• MATERIAL FOR THIS TASK:

+---+

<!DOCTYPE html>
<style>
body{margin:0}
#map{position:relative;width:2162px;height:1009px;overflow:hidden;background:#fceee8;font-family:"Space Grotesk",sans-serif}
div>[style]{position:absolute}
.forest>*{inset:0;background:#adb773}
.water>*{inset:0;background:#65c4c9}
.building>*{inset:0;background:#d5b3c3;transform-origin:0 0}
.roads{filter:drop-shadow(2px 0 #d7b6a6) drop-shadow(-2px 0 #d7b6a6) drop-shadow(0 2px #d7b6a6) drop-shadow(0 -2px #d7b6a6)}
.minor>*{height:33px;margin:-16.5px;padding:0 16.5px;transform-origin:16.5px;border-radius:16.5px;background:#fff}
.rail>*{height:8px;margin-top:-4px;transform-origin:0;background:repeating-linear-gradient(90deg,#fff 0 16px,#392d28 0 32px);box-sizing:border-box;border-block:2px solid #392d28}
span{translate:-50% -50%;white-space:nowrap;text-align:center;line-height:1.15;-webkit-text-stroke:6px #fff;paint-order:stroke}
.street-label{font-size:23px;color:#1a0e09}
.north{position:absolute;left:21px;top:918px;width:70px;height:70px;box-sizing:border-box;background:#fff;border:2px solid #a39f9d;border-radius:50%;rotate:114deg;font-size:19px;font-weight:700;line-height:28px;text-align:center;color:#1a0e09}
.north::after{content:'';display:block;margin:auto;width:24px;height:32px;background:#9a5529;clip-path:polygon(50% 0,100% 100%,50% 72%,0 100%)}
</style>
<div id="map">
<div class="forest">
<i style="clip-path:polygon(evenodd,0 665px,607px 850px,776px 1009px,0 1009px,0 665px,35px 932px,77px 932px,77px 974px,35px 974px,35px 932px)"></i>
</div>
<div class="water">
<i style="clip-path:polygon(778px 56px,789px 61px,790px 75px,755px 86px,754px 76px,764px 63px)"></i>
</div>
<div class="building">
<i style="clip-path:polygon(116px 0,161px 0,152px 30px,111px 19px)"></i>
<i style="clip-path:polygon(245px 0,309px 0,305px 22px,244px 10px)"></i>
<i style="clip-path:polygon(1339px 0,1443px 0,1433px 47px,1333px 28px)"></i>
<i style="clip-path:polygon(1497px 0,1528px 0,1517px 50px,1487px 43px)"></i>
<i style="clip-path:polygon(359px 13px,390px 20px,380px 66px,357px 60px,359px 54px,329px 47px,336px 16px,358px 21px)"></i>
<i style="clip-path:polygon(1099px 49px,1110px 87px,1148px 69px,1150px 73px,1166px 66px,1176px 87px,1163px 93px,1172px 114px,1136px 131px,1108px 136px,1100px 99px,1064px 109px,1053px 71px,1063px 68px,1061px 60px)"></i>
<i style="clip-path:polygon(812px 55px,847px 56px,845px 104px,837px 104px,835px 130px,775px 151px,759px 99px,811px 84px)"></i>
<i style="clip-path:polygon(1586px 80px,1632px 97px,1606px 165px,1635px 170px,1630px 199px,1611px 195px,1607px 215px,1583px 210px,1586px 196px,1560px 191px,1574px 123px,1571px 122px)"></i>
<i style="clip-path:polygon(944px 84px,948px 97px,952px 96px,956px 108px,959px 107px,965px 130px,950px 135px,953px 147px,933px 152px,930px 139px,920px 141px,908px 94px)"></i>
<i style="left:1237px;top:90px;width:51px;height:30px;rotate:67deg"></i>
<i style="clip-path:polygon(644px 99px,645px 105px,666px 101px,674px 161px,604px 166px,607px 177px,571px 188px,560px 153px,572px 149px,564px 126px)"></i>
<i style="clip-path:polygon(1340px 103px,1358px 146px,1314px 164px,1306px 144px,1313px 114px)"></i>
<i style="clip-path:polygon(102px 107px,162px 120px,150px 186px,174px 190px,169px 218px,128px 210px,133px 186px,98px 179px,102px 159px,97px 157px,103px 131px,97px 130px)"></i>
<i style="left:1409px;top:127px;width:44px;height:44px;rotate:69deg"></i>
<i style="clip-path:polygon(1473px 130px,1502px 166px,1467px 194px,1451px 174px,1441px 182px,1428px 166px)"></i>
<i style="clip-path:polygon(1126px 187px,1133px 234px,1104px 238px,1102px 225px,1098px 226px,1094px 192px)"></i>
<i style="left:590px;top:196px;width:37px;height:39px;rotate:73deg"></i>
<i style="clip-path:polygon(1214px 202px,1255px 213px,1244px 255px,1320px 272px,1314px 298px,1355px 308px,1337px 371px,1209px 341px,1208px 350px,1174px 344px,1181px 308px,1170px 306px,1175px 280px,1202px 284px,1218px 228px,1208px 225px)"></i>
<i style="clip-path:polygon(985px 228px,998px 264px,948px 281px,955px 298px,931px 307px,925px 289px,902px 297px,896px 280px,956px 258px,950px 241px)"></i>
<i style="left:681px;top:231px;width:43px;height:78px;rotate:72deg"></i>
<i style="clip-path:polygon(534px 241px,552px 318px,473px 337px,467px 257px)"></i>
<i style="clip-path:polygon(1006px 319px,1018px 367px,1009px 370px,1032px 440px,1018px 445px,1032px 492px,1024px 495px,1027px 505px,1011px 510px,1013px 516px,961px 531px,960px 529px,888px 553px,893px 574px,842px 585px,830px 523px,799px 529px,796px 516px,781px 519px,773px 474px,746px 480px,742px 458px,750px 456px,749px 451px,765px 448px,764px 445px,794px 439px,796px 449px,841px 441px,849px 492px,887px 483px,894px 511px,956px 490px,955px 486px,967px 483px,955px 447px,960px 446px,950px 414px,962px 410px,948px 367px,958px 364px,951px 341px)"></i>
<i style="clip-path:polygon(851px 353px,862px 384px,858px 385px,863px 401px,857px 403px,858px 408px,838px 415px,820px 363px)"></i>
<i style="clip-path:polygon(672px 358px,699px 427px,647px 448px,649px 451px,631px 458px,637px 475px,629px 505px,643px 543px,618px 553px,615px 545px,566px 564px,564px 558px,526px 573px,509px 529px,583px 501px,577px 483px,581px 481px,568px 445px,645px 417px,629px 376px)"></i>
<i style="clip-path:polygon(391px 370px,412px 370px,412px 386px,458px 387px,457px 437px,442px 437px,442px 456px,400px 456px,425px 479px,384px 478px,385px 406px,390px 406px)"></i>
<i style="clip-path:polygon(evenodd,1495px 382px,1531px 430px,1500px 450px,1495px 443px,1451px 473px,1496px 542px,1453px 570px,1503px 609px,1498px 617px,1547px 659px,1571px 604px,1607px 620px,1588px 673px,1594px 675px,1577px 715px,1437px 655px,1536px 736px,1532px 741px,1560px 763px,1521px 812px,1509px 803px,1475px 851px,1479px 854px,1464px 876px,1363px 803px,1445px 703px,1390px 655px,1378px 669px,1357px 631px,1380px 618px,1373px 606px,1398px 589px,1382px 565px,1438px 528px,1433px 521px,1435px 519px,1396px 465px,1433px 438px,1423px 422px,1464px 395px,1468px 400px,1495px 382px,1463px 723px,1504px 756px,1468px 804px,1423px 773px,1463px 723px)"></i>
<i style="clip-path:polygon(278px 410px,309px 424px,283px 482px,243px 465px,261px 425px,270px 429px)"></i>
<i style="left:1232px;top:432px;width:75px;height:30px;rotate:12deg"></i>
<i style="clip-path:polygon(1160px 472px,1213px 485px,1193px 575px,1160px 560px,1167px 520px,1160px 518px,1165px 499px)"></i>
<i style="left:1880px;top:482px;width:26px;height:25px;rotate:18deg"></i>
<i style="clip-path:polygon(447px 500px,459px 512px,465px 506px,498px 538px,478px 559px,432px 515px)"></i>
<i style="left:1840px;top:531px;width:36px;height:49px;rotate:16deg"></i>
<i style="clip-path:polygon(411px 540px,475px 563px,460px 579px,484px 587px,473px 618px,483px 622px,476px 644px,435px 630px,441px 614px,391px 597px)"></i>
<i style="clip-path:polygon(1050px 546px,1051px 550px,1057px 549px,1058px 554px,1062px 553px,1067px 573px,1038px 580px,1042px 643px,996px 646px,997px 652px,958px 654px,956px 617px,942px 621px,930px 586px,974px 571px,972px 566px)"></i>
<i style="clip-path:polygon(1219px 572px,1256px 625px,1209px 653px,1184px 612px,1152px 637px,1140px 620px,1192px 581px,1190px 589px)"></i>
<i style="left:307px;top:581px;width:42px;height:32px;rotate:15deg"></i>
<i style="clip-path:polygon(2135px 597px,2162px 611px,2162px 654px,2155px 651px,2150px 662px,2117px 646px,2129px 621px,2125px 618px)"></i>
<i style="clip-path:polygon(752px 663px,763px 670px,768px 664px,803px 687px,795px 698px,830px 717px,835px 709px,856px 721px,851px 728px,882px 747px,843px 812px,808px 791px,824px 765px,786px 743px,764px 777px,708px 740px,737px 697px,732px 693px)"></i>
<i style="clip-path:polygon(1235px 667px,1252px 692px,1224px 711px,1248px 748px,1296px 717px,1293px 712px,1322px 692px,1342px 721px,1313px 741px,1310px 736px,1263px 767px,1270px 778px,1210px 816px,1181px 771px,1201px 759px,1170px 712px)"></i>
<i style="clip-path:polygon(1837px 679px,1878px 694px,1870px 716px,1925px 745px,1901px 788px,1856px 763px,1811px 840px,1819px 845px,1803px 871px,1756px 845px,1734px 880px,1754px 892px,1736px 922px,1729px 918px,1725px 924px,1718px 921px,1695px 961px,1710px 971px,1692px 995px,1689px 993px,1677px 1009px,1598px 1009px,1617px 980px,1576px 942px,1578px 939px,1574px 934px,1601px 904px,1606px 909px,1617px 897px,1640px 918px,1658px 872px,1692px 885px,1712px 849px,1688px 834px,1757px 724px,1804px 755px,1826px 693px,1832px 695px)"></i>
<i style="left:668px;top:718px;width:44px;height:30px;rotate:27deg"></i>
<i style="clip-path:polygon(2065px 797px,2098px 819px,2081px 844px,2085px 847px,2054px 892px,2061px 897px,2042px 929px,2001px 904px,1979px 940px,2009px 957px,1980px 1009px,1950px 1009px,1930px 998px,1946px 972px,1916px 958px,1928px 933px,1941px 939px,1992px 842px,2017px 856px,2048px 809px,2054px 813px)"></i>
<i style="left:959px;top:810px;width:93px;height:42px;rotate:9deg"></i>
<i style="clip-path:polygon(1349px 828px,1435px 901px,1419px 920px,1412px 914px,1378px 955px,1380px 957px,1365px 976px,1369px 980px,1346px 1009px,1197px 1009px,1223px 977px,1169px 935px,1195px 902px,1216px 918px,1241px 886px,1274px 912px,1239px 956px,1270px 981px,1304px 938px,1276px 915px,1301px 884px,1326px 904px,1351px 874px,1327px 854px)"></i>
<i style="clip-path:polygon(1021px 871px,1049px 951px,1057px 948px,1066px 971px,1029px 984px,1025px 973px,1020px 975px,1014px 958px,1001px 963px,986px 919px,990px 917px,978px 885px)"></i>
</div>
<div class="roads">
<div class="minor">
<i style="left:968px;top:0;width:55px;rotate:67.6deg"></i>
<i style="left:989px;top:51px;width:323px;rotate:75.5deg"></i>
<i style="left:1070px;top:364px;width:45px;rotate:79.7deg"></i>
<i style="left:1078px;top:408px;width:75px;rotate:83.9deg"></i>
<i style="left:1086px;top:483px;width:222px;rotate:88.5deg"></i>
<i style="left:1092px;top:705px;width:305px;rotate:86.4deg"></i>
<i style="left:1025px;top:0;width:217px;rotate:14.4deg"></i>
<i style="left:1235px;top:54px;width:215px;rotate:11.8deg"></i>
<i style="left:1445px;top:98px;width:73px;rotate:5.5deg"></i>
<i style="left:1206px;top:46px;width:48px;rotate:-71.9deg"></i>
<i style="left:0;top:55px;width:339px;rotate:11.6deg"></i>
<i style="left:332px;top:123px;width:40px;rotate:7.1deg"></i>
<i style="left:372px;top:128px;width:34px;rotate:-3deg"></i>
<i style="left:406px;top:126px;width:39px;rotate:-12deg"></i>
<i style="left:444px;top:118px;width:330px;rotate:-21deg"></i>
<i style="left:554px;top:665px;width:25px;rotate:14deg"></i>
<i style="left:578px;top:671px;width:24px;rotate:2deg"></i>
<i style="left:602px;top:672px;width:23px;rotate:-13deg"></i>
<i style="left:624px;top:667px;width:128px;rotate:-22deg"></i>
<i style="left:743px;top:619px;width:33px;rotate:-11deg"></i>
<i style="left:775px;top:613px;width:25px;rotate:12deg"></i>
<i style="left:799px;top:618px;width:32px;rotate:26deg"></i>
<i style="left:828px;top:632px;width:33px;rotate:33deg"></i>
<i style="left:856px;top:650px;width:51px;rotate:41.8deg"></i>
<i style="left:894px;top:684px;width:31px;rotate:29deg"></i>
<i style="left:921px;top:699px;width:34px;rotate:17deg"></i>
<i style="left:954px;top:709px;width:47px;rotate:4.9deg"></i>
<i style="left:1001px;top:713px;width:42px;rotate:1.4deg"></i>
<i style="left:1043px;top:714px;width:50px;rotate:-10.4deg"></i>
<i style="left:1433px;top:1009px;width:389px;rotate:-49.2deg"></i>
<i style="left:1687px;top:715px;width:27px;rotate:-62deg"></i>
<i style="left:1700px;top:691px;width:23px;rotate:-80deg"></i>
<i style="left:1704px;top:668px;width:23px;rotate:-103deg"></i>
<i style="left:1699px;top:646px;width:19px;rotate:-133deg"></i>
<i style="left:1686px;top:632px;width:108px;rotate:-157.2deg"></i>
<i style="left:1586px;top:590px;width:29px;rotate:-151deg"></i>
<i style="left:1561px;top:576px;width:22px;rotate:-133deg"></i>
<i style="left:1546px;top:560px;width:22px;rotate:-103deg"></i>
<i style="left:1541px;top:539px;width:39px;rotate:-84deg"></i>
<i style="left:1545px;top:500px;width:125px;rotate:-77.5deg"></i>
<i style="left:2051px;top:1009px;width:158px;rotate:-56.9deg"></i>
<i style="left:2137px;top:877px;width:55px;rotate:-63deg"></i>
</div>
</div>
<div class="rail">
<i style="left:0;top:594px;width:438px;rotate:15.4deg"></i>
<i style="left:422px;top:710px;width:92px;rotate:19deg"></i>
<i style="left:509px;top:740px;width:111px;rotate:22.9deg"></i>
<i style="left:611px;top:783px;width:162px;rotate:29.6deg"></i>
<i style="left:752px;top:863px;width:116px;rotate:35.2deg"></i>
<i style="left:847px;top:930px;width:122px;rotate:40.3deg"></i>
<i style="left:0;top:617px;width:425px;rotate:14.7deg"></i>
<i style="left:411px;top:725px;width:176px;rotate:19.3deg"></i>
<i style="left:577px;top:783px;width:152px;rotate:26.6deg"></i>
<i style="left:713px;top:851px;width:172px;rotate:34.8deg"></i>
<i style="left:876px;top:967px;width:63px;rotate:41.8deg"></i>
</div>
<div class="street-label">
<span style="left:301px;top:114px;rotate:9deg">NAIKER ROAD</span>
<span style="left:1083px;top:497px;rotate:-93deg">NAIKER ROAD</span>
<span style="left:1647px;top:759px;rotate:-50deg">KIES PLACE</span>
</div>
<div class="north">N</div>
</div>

+---+

• ACTIVITY:
Take the listing above from its first line through the line containing "0 #d7b6a6) drop-shadow(-2px", and transcribe that stretch exactly, with no other lines.

• EXERCISE OUTPUT:
<!DOCTYPE html>
<style>
body{margin:0}
#map{position:relative;width:2162px;height:1009px;overflow:hidden;background:#fceee8;font-family:"Space Grotesk",sans-serif}
div>[style]{position:absolute}
.forest>*{inset:0;background:#adb773}
.water>*{inset:0;background:#65c4c9}
.building>*{inset:0;background:#d5b3c3;transform-origin:0 0}
.roads{filter:drop-shadow(2px 0 #d7b6a6) drop-shadow(-2px 0 #d7b6a6) drop-shadow(0 2px #d7b6a6) drop-shadow(0 -2px #d7b6a6)}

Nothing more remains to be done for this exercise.